▶ **YOUR GOAL**
Beginning with the first entry, set down each one exactly as shown.

▶ **SOURCE DATA**
---*---
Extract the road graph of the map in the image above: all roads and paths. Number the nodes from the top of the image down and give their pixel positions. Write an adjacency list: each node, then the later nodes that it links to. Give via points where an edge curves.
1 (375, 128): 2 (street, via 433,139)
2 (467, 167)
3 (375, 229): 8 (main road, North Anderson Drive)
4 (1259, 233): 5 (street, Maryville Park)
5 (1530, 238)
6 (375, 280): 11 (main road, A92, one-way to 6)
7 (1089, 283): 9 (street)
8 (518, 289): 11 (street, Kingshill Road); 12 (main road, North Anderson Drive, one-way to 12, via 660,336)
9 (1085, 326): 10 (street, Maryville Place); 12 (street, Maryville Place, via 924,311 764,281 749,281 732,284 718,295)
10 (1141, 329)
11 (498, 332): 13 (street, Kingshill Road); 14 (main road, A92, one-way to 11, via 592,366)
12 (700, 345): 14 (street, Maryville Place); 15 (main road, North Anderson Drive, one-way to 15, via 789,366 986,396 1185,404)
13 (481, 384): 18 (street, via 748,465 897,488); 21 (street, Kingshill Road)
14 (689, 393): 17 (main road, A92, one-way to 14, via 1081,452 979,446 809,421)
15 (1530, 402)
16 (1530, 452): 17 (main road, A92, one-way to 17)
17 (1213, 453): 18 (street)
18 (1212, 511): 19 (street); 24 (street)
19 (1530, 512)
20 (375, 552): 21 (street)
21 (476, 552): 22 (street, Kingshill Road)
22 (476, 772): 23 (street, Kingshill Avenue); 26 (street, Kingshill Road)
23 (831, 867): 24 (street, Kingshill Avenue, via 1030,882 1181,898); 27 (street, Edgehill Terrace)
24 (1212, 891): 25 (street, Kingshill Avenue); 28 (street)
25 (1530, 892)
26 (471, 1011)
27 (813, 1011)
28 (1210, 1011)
---*---
▶ **ANSWER BELOW**
Extract the road graph of the map in the image above: all roads and paths. Number the nodes from the top of the image down and give their pixel positions. Write an adjacency list: each node, then the later nodes that it links to. Give via points where an edge curves.
1 (375, 128): 2 (street, via 433,139)
2 (467, 167)
3 (375, 229): 8 (main road, North Anderson Drive)
4 (1259, 233): 5 (street, Maryville Park)
5 (1530, 238)
6 (375, 280): 11 (main road, A92, one-way to 6)
7 (1089, 283): 9 (street)
8 (518, 289): 11 (street, Kingshill Road); 12 (main road, North Anderson Drive, one-way to 12, via 660,336)
9 (1085, 326): 10 (street, Maryville Place); 12 (street, Maryville Place, via 924,311 764,281 749,281 732,284 718,295)
10 (1141, 329)
11 (498, 332): 13 (street, Kingshill Road); 14 (main road, A92, one-way to 11, via 592,366)
12 (700, 345): 14 (street, Maryville Place); 15 (main road, North Anderson Drive, one-way to 15, via 789,366 986,396 1185,404)
13 (481, 384): 18 (street, via 748,465 897,488); 21 (street, Kingshill Road)
14 (689, 393): 17 (main road, A92, one-way to 14, via 1081,452 979,446 809,421)
15 (1530, 402)
16 (1530, 452): 17 (main road, A92, one-way to 17)
17 (1213, 453): 18 (street)
18 (1212, 511): 19 (street); 24 (street)
19 (1530, 512)
20 (375, 552): 21 (street)
21 (476, 552): 22 (street, Kingshill Road)
22 (476, 772): 23 (street, Kingshill Avenue); 26 (street, Kingshill Road)
23 (831, 867): 24 (street, Kingshill Avenue, via 1030,882 1181,898); 27 (street, Edgehill Terrace)
24 (1212, 891): 25 (street, Kingshill Avenue); 28 (street)
25 (1530, 892)
26 (471, 1011)
27 (813, 1011)
28 (1210, 1011)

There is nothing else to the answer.